A en croire ce professionnel, le secteur marocain de la pêche passerait par des moments très difficiles à cause de cette baisse. «Dans la zone située sur la rive de la méditerranée, les réserves du poisson pélagique s’épuisent et si ça continue, il n’y aura plus de sardines dans les eaux du nord!», prévient-il.

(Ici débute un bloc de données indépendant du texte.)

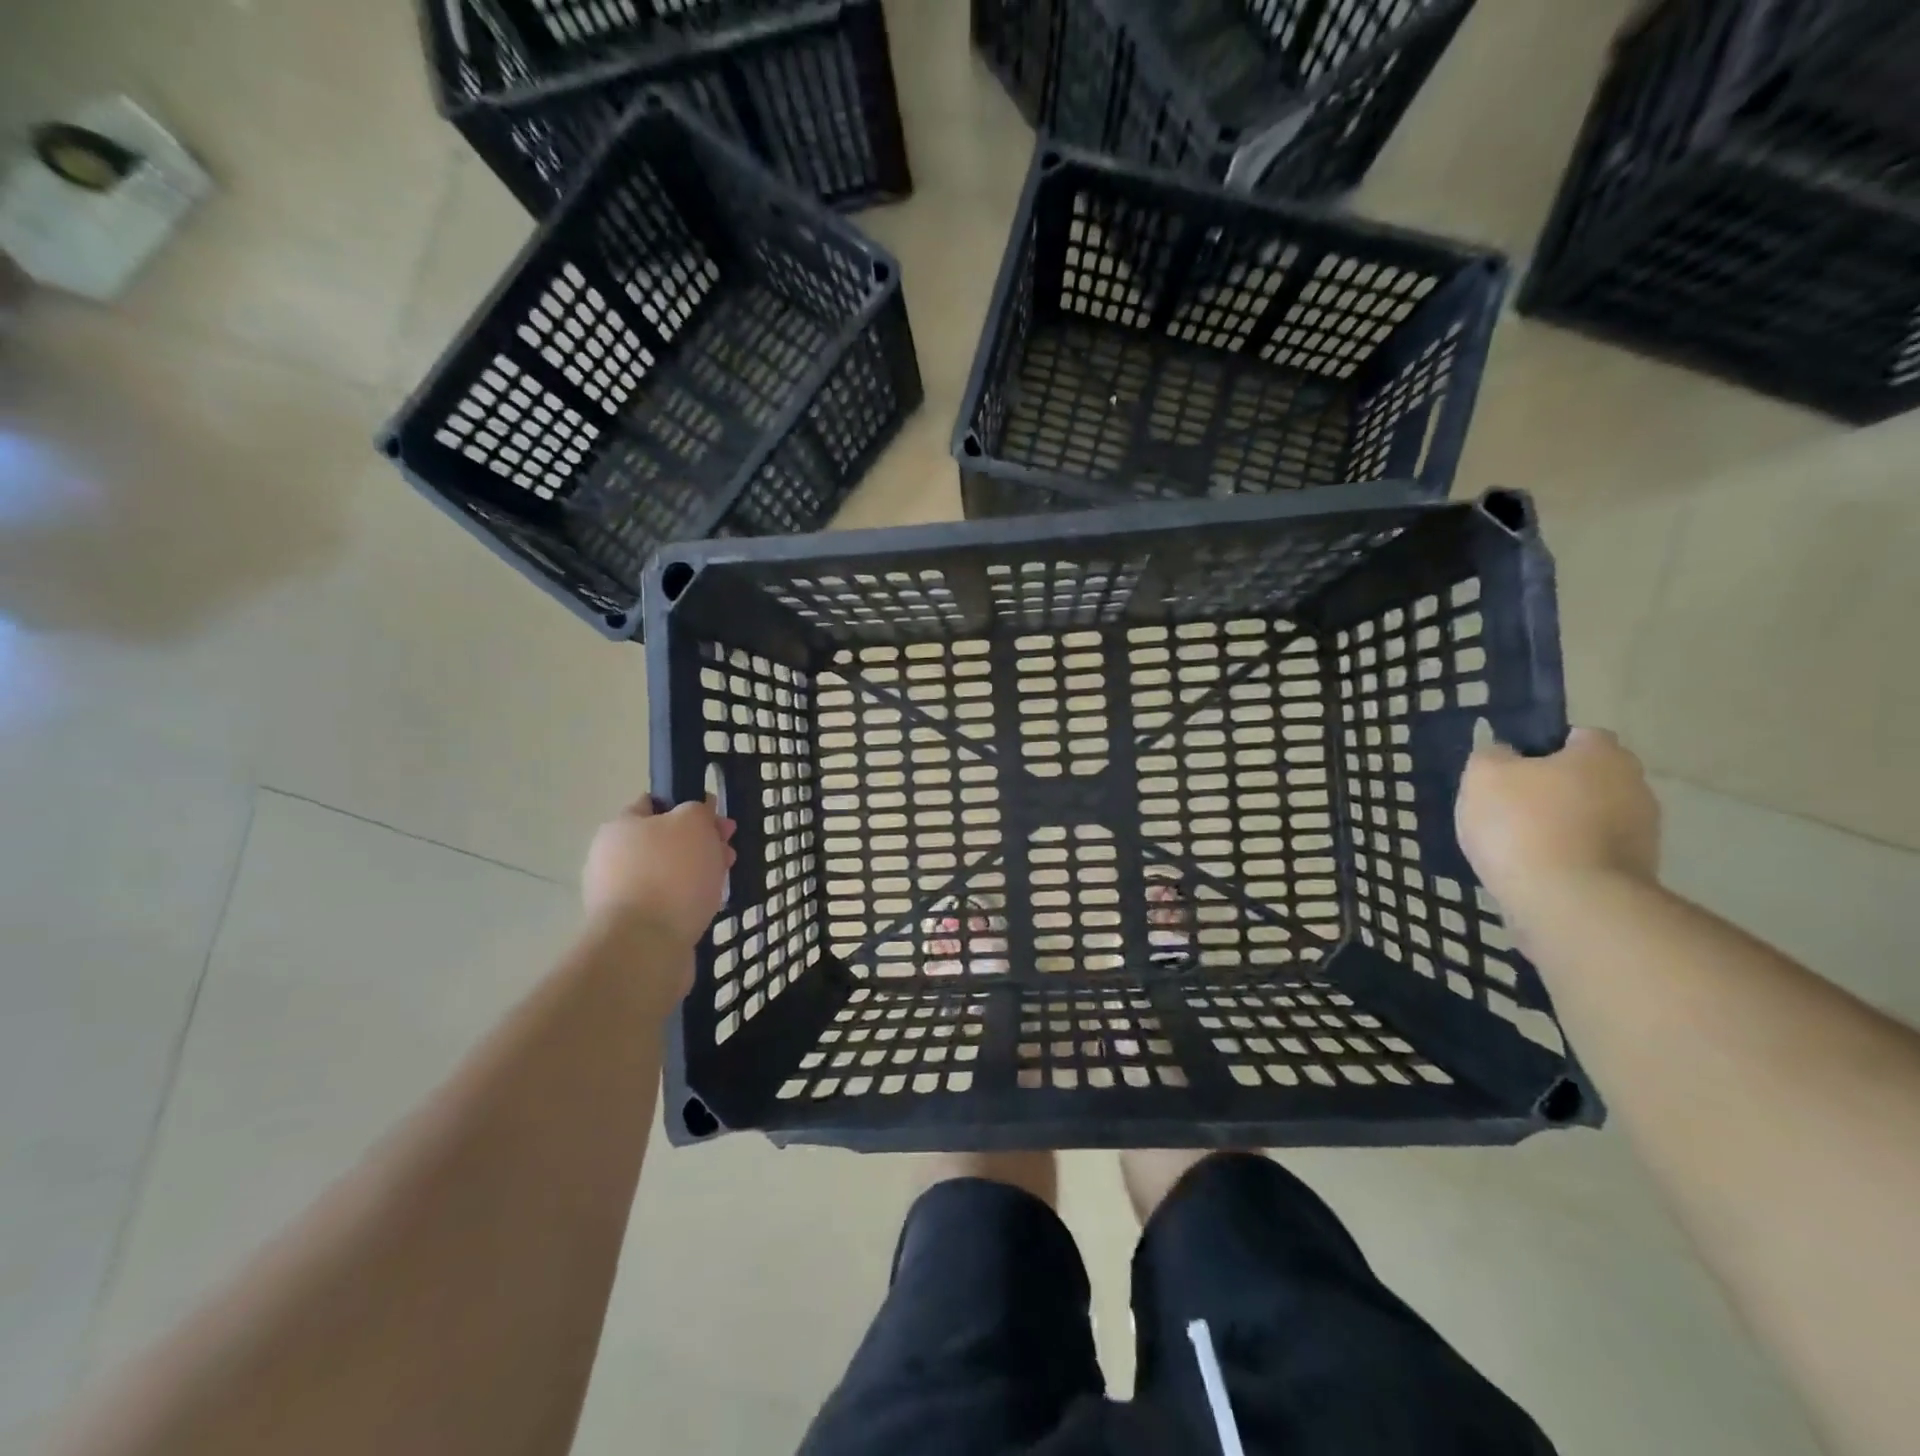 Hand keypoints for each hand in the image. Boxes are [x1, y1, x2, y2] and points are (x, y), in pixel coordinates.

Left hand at [583, 796, 735, 949]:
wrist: (645, 947)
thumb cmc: (670, 874)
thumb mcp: (693, 823)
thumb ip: (698, 810)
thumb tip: (696, 813)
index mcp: (620, 827)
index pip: (654, 804)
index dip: (689, 806)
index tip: (717, 820)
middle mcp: (612, 858)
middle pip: (665, 841)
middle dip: (700, 844)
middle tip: (728, 853)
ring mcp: (619, 895)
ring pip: (668, 873)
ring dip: (696, 874)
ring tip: (722, 883)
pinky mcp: (631, 926)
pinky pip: (666, 903)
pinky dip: (686, 902)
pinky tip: (705, 908)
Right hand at [1456, 728, 1659, 914]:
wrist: (1569, 903)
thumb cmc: (1523, 824)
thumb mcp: (1484, 775)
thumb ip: (1491, 755)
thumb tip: (1505, 755)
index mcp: (1603, 754)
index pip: (1577, 736)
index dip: (1541, 748)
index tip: (1510, 770)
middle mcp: (1635, 786)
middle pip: (1586, 778)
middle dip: (1553, 790)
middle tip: (1508, 807)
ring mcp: (1642, 833)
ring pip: (1590, 817)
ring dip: (1561, 826)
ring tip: (1516, 846)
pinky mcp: (1636, 873)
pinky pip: (1591, 853)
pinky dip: (1567, 857)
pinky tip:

A la Fédération des Chambres des pêches maritimes, on estime aussi que cette zone serait même considérée comme zone sinistrée. «En dehors de quelques barques de la pêche artisanale qui travaillent sur un peu de thon rouge, de l’espadon, ou encore sur le poulpe durant la campagne des céphalopodes, il y a le problème du Negro qui préoccupe beaucoup. D’ailleurs, 90% des bateaux opérant dans la pêche pélagique ont quitté la zone. Une partie de ces bateaux est allée au port de Tanger, ou à Larache, alors que la majorité d’entre ces navires opère aujourd’hui à Mehdia», alerte le président de cette Fédération, Larbi Mhidi, dans une interview exclusive accordée récemment à Le Reporter.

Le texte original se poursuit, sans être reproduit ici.